Vítimas agradecem o consolo do Papa. Violações, “pessoas cortadas como carne no talho” e outras obrigadas ao canibalismo
01-02-2023 - 15:52
 • Aura Miguel , enviada da Renascença a RDC

​“É preciso ter muita coragem para darem estes testemunhos”, comentou o Papa depois de ter ouvido terríveis relatos pessoais de um pequeno grupo de vítimas, alguns mutilados, da zona leste da RDC.

No final de cada testemunho e como sinal de perdão, foram colocados aos pés de uma Cruz, simbolicamente, objetos de triste memória relacionados com os crimes sofridos, como catanas, machados, lanças, etc.

O encontro decorreu na Nunciatura Apostólica, seguindo-se o discurso do Papa.


Ladislas Kambale Kombi, 17 anos

Nasci em Eringeti em 15 de julho de 2006. Sou um agricultor e o segundo da minha família. O meu irmão mais velho foi morto em circunstâncias ainda hoje desconhecidas.

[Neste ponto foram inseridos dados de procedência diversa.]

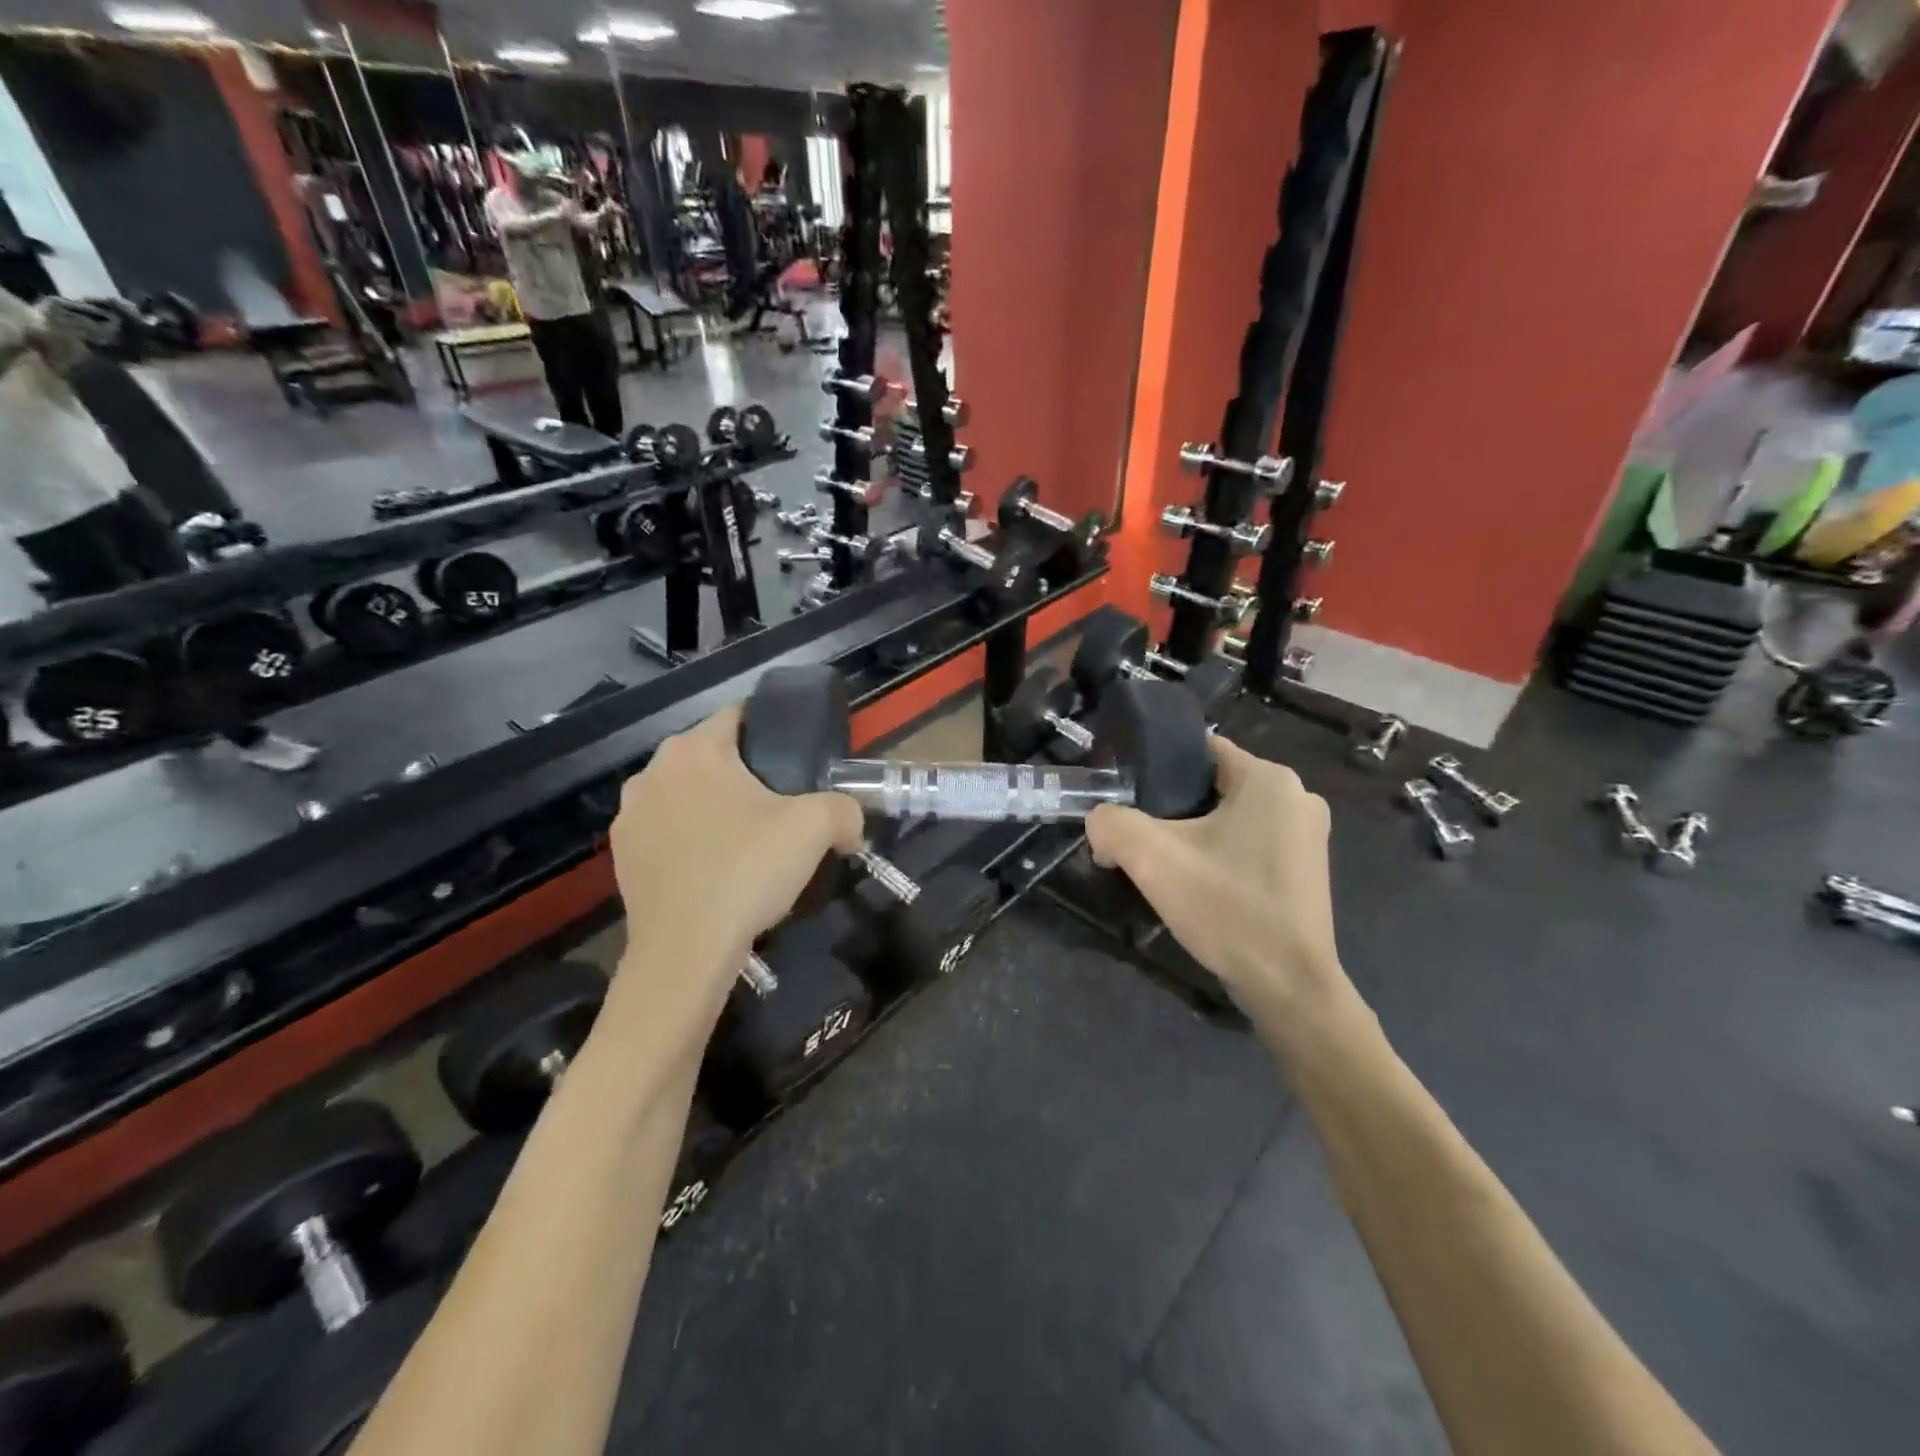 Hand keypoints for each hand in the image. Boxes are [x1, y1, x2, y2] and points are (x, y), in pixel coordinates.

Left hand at [609, 705, 863, 992]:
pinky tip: (713, 868)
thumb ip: (845, 810)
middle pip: (710, 756)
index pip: (739, 715)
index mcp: (695, 750)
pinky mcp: (621, 855)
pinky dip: (688, 839)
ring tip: (745, 840)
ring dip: (711, 805)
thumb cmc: (746, 871)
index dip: (772, 729)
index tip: (796, 757)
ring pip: (684, 793)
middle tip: (779, 804)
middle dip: (743, 772)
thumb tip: (853, 825)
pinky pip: (665, 831)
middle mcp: (652, 771)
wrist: (685, 950)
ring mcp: (630, 814)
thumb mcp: (815, 829)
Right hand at [1086, 738, 1345, 1013]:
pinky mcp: (1308, 870)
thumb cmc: (1227, 908)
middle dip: (1172, 809)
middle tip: (1141, 841)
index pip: (1199, 751)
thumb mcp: (1151, 859)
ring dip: (1196, 835)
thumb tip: (1101, 825)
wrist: (1289, 987)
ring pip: (1230, 818)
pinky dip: (1222, 857)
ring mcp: (1309, 835)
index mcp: (1269, 778)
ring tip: (1165, 868)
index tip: (1129, 800)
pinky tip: (1201, 888)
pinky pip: (1251, 845)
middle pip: (1212, 786)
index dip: (1157, 770)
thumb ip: (1110, 824)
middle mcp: (1298, 797) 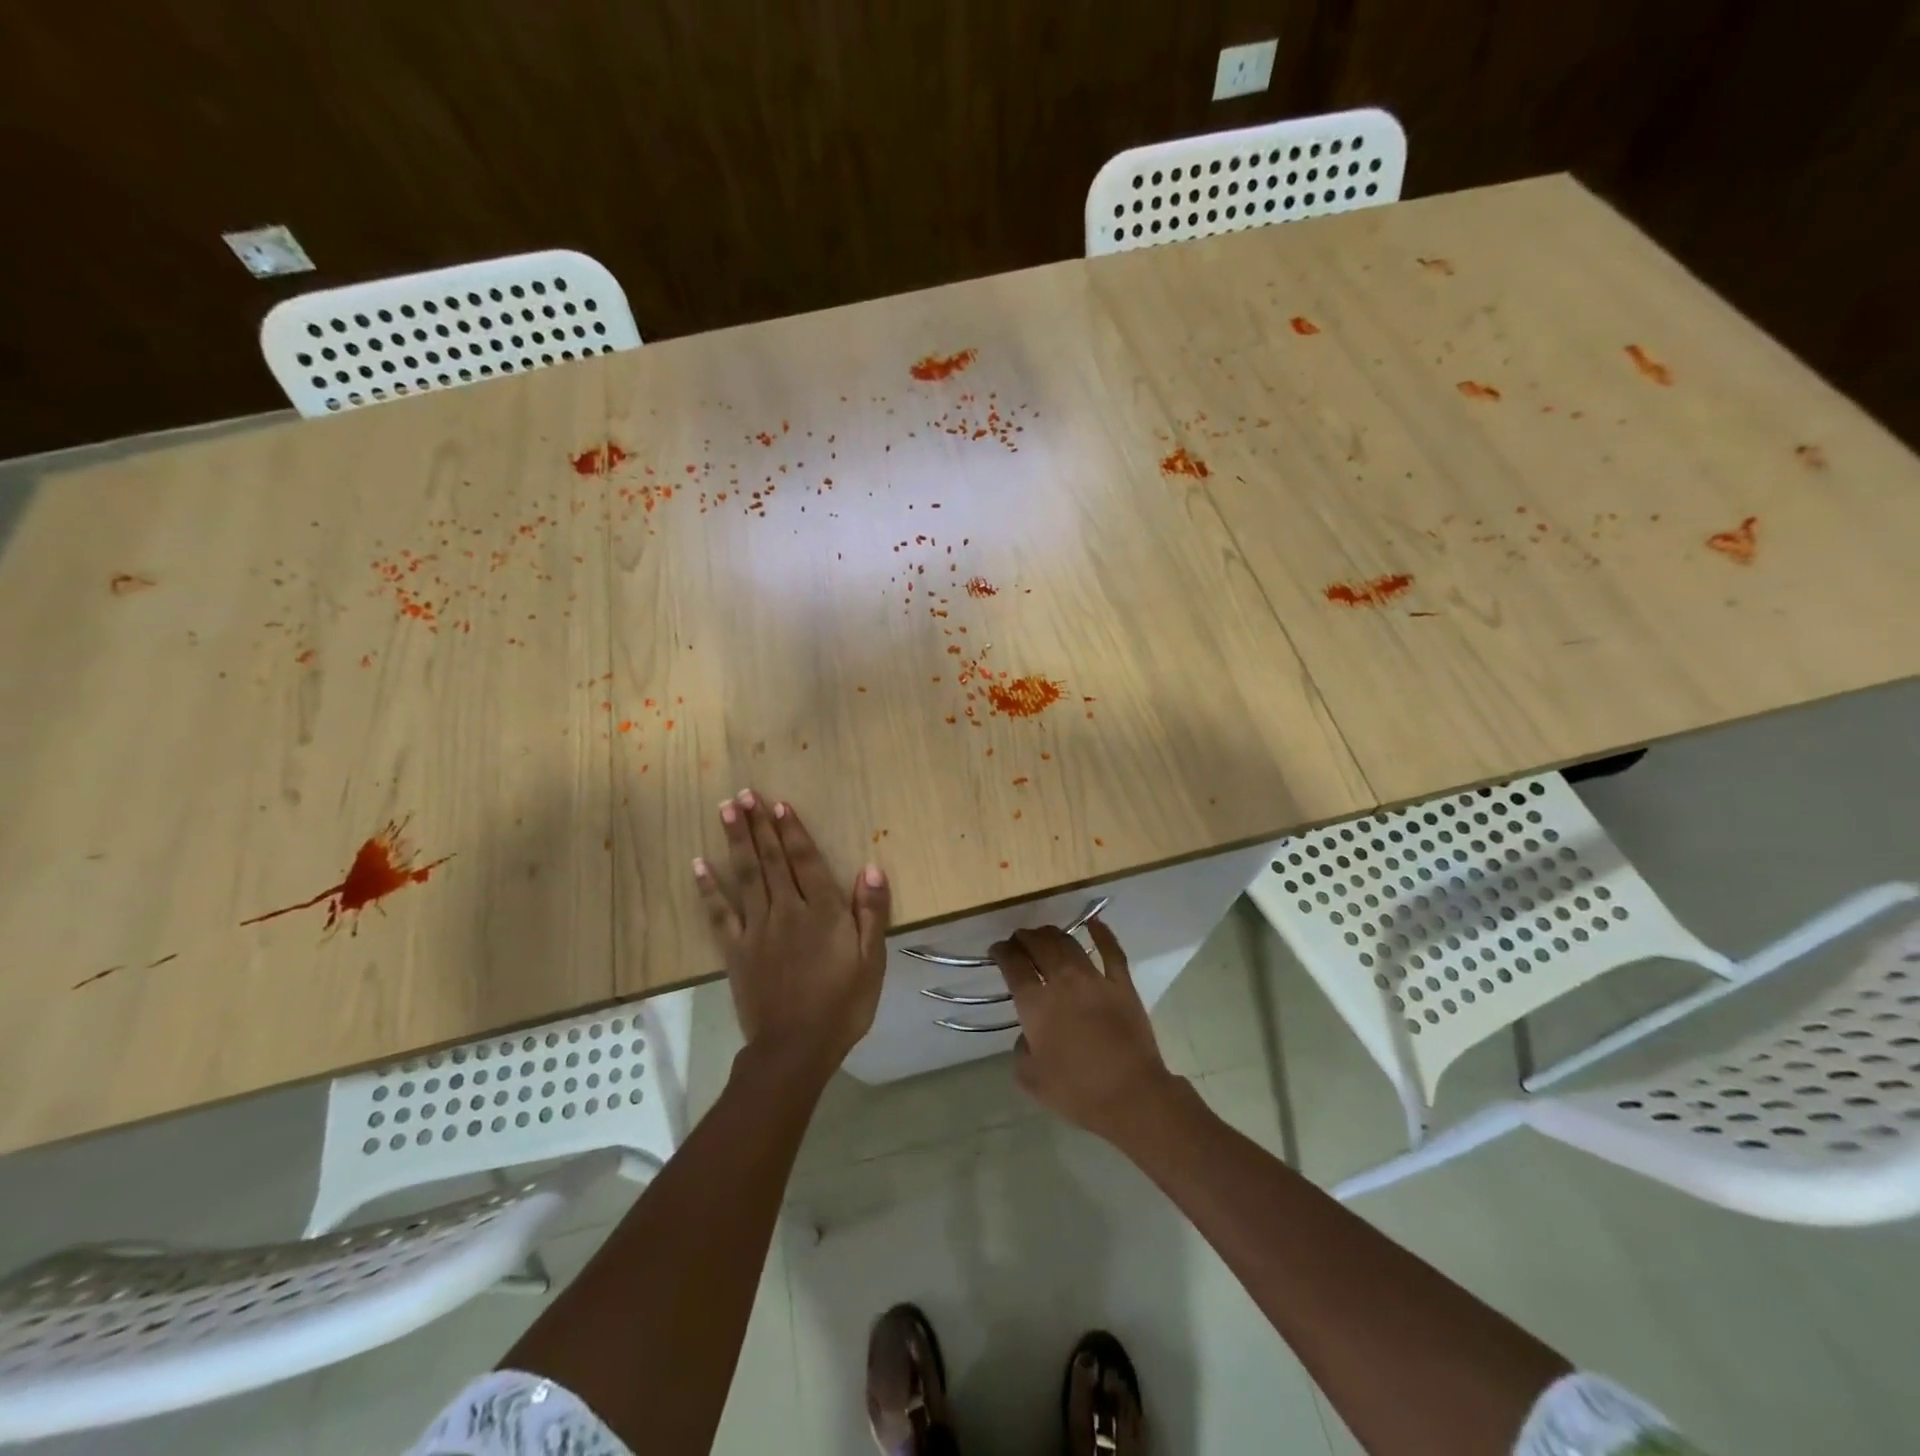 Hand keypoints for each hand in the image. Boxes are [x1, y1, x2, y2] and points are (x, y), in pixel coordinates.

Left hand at [694, 790, 890, 1076]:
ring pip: (746, 876)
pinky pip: (719, 913)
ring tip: (726, 810)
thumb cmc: (842, 1005)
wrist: (795, 1049)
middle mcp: (787, 911)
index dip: (793, 831)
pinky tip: (697, 865)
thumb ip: (870, 913)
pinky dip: (708, 888)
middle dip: (758, 825)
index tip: (779, 804)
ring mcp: (757, 929)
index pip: (805, 861)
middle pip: (771, 860)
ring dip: (736, 841)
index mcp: (822, 912)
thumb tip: (870, 868)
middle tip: (744, 794)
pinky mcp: (735, 951)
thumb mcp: (872, 961)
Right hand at [989, 921, 1179, 1142]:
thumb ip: (1021, 1050)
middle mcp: (1062, 981)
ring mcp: (1094, 978)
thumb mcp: (1030, 1078)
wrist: (1131, 1095)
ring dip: (1052, 934)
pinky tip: (1093, 923)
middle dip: (1024, 937)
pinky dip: (1101, 933)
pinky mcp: (1122, 984)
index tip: (997, 949)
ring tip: (1045, 934)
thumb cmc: (1077, 1091)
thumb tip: (1028, 1034)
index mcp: (1035, 1004)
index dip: (1002, 952)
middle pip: (1039, 945)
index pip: (1013, 965)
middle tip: (1019, 939)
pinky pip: (1111, 951)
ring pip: (1069, 943)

O meu pai foi morto na minha presença, em Ingwe, em direção a Kikungu, território de Beni, por homens com calças de treino e camisas do exército. Do meu esconderijo, vi como eles o cortaram aos pedaços, depois a sua cabeça decepada foi colocada num cesto. Por fim, levaram a minha mãe. Raptaram-na. Ficámos órfãos, eu e minhas duas irmãzinhas. Até hoje, a minha mãe nunca mais voltou. Não sabemos o que lhe fizeram.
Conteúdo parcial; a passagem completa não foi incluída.